Santa Barbara Botanic Garden Rare Plant Biologist Heather Schneider takes us inside the freezer.
"We're about to go into a walk-in freezer that -10 Fahrenheit," said Schneider. "The theory behind conservation seed banks is really putting seeds into a cryogenic slumber. We dry them out, and we get them real cold so their metabolic rate gets much lower than normal, and that helps us expand their life span."
The freezer is filled with plastic bins, which are in turn filled with packets of seeds. It’s a bit overwhelming. There are an estimated 1.5 million seeds in the freezer.
The garden has been collecting seeds since the 1980’s. It’s one of a half dozen seed banks in the state. They are insurance, so to speak, that a fire or other disaster doesn’t completely wipe out a rare species.
The Botanic Garden received a federal grant to better organize, and digitally catalog its collection. It’s easier to do it in the portable freezer than in the Botanic Garden’s freezer in its conservation center.
But, the conservation work they do is important.
Preparing seeds to become a part of the seed bank takes place in a building across the street from the Botanic Garden’s public areas. There a special lab in the Pritzlaff Conservation Center.
Kevin Mason is a rare plant technician who’s at work in the lab. He’s looking though a microscope at a tiny string of seeds.

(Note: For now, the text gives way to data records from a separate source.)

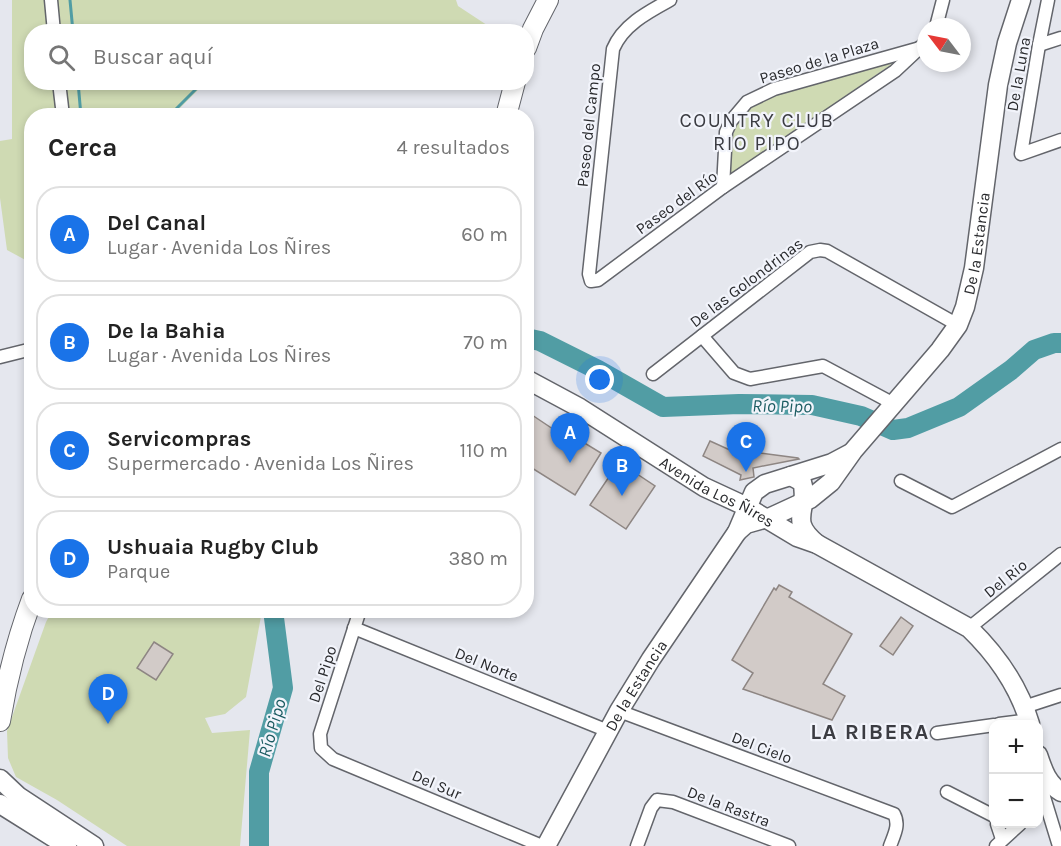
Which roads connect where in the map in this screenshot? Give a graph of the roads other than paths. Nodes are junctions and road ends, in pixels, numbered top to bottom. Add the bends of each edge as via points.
1 (51, 0) edge
2 (548, 0) edge
3 (670, 0) edge
4 (943, 0) edge
5 (1021, 0) edge
6 (1048, 0) edge
7 (938, 18) edge
8 (53, 24) edge
9 (534, 27) edge
10 (1061, 38) edge
11 (1039, 45) junction
12 (917, 47) edge
13 (917, 51) edge
14 (60, 90) edge
15 (513, 90) edge
16 (62, 108) edge
17 (508, 108) edge
18 (1061, 140) edge
19 (723, 188) junction
20 (591, 281) joint
21 (958, 324) junction
22 (702, 336) junction
23 (24, 351) edge
24 (0, 357) edge
25 (653, 374) dead end
26 (534, 375) edge
27 (534, 383) edge
28 (894, 404) junction
29 (857, 446) junction
30 (1061, 449) edge
31 (673, 462) junction
32 (791, 476) junction
33 (901, 481) dead end
34 (765, 484) junction
35 (804, 502) junction
36 (747, 508) junction
37 (765, 519) junction
38 (737, 532) junction
39 (817, 544) junction
40 (1061, 554) edge
41 (25, 618) edge
42 (357, 618) edge
43 (354, 628) junction
44 (969, 628) junction
45 (8, 673) junction
46 (0, 693) edge
47 (1061, 695) edge
48 (619, 711) junction
49 (1027, 717) edge
50 (0, 721) edge
51 (989, 726) edge
52 (608, 730) junction
53 (937, 733) dead end
54 (321, 748) joint
55 (1043, 768) edge
56 (0, 779) edge
57 (946, 792) dead end
58 (1052, 799) edge
59 (0, 804) edge
60 (989, 814) edge
61 (1015, 828) edge
62 (999, 842) edge
63 (67, 846) edge
64 (94, 846) edge
65 (544, 846) edge
66 (636, 846) edge
67 (789, 846) edge
68 (890, 846) edge
69 (1059, 846) edge

1 - 8 street
2 - 9 main road
3 - 20 street, Paseo del Campo via 624,30 613,49
4 - 7 street
5 - 21 street, De la Estancia via 998,85 974,268
6 - 11 street, De la Luna
10 - 11 street
11 - 18 street, De la Luna via 1021,154
12 - 19 street, Paseo de la Plaza via 774,89 747,102 726,132
13 - 19 street, Paseo del Río via 890,75
14 - 16 street
15 - 17 main road
19 - 20 street, Paseo del Río via 598,280
21 - 22 street, De las Golondrinas via 820,249 810,252
21 - 28 street, De la Estancia
22 - 25 street, De las Golondrinas
22 - 28 street via 740,377 750,379 823,366
23 - 24 street
26 - 31 street, Avenida Los Ñires via 586,400
27 - 31 street, Avenida Los Ñires
28 - 29 street, De la Estancia
29 - 32 street, De la Estancia via 832,464
29 - 35 street, De la Estancia via 831,482
30 - 33 street via 952,507
31 - 34 street, Avenida Los Ñires via 734,488
31 - 36 street, Avenida Los Ñires via 704,487
32 - 34 street, De la Estancia
32 - 35 street, Avenida Los Ñires via 802,482
34 - 36 street, De la Estancia via 754,492
35 - 37 street, De la Estancia
35 - 39 street, Avenida Los Ñires via 801,524
36 - 37 street, Avenida Los Ñires
36 - 38 street, De la Estancia
37 - 38 street, De la Estancia via 746,524
37 - 39 street, Avenida Los Ñires
38 - 48 street, De la Estancia
39 - 44 street, Avenida Los Ñires
40 - 44 street, Del Rio
41 - 45 main road
42 - 43 street, Del Pipo
43 - 52 street, Del Norte
43 - 54 street, Del Pipo via 320,734
44 - 49 street, Avenida Los Ñires via 997,659
45 - 46 main road
45 - 50 main road
47 - 49 street
48 - 52 street, De la Estancia
48 - 68 street, Del Cielo via 894,814 897,826
51 - 53 street
52 - 65 street, De la Estancia
54 - 65 street, Del Sur via 333,759
55 - 58 street
56 - 64 street via 18,796
57 - 60 street
58 - 69 street
59 - 63 street
61 - 62 street
66 - 67 street, De la Rastra via 657,800 673,802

"I am looking through the microscope at the seed of salt marsh bird's beak," said Mason. "It's a really rare plant which only grows in salt marshes in Southern California."
"I am in the process of cleaning the seed," Mason added. "There's a lot of sand in this collection, because it comes from a salt marsh."
Mason admits it’s work which requires lots of patience.
While the Santa Barbara Botanic Garden is known to the community as an interesting and educational place to spend a few hours, research into, and conservation of plants is a big part of its mission.
"It's a huge honor," said Schneider, the biologist. "Everything we do at the garden is in the service of plants, and this is one of the things that we can offer to California's rare plants."